YOUR TASK: Could you work out how many lines of the material below hold "dead"? Only the number is needed.
START AVAILABLE DATA
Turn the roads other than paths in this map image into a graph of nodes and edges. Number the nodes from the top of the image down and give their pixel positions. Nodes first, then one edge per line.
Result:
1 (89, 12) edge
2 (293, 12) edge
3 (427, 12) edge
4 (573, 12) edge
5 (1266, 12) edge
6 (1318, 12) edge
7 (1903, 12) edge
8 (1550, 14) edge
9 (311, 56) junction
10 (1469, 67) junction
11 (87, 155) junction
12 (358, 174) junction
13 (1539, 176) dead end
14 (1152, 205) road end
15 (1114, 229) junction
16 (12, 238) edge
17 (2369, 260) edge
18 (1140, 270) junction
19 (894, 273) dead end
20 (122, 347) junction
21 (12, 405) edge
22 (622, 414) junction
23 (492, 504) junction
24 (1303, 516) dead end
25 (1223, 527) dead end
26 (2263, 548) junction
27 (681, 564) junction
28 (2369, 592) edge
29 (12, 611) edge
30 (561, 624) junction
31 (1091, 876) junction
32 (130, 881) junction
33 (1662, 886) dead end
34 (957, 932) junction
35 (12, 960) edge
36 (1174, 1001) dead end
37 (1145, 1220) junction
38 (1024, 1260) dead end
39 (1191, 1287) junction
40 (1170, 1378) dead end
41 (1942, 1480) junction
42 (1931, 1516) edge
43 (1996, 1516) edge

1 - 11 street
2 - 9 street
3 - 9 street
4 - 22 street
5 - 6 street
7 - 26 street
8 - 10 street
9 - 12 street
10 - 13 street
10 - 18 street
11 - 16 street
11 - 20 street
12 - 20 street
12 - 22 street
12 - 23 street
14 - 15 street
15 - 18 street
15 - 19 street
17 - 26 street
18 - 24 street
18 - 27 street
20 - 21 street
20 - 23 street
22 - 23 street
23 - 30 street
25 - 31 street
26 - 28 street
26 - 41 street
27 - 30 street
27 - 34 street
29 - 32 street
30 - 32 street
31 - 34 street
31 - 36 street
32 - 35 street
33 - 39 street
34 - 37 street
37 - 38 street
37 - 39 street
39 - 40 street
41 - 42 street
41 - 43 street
END AVAILABLE DATA
EXERCISE SOLUTION: 8